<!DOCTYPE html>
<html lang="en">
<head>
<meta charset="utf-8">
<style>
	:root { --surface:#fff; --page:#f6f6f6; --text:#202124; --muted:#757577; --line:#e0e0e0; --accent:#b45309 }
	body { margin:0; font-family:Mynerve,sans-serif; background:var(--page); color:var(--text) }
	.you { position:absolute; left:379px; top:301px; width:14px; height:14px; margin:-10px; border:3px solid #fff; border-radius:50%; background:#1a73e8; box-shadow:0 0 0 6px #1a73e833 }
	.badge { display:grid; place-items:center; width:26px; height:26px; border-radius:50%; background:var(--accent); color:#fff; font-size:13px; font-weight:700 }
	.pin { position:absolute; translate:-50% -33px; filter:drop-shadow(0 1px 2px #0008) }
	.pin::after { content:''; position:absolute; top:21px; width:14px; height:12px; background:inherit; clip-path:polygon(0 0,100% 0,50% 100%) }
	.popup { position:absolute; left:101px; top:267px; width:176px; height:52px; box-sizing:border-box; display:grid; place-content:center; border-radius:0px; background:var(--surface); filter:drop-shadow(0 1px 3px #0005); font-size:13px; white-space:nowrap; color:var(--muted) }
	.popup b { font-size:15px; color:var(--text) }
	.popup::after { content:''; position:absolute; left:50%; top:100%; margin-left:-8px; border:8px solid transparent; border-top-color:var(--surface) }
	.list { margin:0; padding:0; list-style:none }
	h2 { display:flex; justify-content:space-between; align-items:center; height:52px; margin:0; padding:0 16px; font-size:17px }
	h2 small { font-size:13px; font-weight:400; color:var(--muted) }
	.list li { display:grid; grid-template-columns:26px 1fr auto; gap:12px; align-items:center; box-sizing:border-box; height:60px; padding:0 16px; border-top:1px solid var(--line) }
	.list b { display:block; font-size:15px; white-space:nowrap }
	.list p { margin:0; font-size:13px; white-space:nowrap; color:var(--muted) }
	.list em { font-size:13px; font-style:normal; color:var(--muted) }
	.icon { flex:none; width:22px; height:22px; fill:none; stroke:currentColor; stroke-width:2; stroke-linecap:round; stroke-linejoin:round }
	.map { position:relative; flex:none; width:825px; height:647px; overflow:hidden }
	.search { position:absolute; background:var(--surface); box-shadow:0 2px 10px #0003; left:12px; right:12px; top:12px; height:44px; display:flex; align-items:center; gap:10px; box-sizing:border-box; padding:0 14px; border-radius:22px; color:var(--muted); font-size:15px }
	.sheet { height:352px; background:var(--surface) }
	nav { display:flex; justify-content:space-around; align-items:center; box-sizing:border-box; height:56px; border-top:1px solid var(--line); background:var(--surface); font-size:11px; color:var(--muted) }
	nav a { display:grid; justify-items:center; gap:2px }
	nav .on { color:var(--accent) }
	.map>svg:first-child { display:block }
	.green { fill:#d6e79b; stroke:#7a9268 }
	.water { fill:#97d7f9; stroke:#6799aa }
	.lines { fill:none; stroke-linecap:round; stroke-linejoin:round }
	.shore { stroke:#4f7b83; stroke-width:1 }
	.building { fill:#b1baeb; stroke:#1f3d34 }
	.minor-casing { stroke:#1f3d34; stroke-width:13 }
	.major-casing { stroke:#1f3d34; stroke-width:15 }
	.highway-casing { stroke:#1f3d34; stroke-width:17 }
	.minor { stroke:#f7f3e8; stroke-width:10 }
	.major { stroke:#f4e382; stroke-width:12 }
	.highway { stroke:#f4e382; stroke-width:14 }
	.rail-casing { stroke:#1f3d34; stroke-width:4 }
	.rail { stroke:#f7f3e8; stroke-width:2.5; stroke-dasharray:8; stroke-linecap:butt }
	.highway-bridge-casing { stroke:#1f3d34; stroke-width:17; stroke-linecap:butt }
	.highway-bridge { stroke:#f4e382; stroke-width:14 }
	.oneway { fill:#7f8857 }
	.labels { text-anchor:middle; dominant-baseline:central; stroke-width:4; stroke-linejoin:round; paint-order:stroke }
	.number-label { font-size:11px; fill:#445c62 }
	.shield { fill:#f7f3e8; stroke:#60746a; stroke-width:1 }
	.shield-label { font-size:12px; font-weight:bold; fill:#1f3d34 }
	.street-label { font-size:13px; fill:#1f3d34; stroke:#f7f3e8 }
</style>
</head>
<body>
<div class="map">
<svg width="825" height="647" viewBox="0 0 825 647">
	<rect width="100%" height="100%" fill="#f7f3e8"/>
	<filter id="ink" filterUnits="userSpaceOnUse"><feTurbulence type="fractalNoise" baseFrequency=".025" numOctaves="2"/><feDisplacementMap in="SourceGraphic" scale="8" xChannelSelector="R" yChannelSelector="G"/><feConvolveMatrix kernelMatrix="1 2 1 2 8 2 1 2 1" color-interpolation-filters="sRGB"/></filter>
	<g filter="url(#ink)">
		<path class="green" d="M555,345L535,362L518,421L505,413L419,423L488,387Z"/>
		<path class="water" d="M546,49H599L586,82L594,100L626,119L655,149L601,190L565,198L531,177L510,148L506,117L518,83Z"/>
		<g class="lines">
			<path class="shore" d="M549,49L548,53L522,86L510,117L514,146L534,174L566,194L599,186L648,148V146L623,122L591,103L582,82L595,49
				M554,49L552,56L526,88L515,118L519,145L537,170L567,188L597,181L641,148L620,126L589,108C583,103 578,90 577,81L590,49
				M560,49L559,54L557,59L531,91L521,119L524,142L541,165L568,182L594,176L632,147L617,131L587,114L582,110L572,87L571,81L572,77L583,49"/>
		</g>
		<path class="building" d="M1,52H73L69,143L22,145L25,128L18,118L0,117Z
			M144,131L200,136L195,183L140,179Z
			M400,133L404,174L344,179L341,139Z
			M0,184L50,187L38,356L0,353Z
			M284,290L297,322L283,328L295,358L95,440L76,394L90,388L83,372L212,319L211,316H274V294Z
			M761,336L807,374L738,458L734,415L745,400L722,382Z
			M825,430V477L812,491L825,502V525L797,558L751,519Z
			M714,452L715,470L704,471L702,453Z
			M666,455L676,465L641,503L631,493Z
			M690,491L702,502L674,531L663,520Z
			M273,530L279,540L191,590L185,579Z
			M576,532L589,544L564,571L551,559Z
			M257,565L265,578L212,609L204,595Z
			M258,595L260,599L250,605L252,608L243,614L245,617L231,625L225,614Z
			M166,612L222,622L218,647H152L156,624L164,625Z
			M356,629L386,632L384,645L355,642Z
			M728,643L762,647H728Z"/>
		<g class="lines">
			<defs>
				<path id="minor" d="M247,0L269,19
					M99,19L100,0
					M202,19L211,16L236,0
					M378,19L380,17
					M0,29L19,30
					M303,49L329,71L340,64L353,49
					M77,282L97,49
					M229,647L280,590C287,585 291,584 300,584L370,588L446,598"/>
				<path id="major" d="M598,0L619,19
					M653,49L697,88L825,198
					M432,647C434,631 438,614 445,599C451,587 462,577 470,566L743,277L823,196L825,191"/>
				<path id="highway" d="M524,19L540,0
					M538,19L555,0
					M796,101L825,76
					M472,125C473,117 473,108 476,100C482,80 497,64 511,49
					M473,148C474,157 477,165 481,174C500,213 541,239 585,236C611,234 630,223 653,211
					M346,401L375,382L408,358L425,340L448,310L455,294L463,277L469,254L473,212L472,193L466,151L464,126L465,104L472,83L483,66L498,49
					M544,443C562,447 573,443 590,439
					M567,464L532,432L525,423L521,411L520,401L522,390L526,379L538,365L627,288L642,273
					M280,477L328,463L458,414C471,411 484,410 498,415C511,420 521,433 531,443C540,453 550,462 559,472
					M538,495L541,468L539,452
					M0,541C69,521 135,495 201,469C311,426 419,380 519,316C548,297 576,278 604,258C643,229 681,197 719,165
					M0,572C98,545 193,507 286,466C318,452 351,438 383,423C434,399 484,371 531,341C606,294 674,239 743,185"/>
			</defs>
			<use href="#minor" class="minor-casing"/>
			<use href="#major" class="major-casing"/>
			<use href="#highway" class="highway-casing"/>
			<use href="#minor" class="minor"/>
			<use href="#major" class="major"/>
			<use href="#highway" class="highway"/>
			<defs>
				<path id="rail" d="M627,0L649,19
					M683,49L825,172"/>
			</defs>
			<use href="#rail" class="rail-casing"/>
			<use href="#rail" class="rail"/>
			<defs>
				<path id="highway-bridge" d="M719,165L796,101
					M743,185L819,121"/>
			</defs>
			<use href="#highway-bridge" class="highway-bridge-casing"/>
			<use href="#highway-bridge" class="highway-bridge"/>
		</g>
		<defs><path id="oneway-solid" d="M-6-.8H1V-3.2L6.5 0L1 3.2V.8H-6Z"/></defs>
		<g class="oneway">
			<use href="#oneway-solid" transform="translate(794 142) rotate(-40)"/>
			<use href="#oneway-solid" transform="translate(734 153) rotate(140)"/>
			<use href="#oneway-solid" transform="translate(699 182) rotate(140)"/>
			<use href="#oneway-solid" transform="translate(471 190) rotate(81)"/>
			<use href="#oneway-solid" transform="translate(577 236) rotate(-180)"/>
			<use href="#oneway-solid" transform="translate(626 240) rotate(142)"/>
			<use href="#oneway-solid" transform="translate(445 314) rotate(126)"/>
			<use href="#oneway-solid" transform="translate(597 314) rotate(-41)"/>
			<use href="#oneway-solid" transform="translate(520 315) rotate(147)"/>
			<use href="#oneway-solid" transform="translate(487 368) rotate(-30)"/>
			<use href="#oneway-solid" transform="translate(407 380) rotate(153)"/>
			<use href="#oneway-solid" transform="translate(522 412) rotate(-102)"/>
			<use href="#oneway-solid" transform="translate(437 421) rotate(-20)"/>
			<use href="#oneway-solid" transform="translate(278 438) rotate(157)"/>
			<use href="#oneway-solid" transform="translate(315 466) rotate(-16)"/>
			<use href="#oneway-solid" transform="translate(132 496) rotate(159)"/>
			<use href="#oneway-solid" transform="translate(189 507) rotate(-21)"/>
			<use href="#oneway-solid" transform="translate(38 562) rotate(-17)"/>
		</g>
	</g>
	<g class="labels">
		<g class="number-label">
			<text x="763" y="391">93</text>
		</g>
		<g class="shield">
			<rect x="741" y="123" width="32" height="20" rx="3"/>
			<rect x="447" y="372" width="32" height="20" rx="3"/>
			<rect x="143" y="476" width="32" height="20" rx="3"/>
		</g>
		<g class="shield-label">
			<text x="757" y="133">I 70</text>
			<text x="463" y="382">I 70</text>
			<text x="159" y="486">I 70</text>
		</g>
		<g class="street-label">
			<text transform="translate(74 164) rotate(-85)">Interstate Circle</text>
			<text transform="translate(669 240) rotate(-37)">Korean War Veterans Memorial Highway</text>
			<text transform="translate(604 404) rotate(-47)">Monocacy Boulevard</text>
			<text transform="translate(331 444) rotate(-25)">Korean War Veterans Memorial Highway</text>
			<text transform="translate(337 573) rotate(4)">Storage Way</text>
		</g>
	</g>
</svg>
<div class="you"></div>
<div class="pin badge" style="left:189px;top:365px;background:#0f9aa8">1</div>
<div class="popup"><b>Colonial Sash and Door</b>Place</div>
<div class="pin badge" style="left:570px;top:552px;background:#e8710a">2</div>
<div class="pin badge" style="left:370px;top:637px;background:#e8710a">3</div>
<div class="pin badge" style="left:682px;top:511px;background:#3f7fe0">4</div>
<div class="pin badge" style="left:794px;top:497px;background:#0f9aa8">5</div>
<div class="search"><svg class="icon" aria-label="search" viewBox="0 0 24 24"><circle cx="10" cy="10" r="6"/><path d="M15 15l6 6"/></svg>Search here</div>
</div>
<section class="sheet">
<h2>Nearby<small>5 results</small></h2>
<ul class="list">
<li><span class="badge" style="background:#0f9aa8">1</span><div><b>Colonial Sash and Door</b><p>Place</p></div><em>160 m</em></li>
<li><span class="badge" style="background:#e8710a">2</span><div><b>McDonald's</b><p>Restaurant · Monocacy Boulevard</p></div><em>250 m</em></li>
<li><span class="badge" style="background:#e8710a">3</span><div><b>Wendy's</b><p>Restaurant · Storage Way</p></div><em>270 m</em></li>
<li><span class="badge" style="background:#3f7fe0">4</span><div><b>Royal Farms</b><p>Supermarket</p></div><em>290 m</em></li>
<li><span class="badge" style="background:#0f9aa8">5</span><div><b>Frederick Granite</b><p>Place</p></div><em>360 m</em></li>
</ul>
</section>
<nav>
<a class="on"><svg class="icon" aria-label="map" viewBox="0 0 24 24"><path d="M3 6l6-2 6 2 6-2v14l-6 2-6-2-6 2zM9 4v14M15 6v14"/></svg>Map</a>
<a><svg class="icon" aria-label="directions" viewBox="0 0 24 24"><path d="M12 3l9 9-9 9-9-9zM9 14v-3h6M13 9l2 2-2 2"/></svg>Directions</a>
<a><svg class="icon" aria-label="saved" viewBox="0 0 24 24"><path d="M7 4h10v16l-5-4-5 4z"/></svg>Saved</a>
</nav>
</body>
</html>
•••••
- [EXERCISE AIM]: Which lines of the data contain "list"? Copy them all.

- [EXPECTED OUTPUT]:
	.list { margin:0; padding:0; list-style:none }
	.list li { display:grid; grid-template-columns:26px 1fr auto; gap:12px; align-items:center; box-sizing:border-box; height:60px; padding:0 16px; border-top:1px solid var(--line) }
	.list b { display:block; font-size:15px; white-space:nowrap }
	.list p { margin:0; font-size:13px; white-space:nowrap; color:var(--muted) }
	.list em { font-size:13px; font-style:normal; color:var(--muted) }
<ul class="list">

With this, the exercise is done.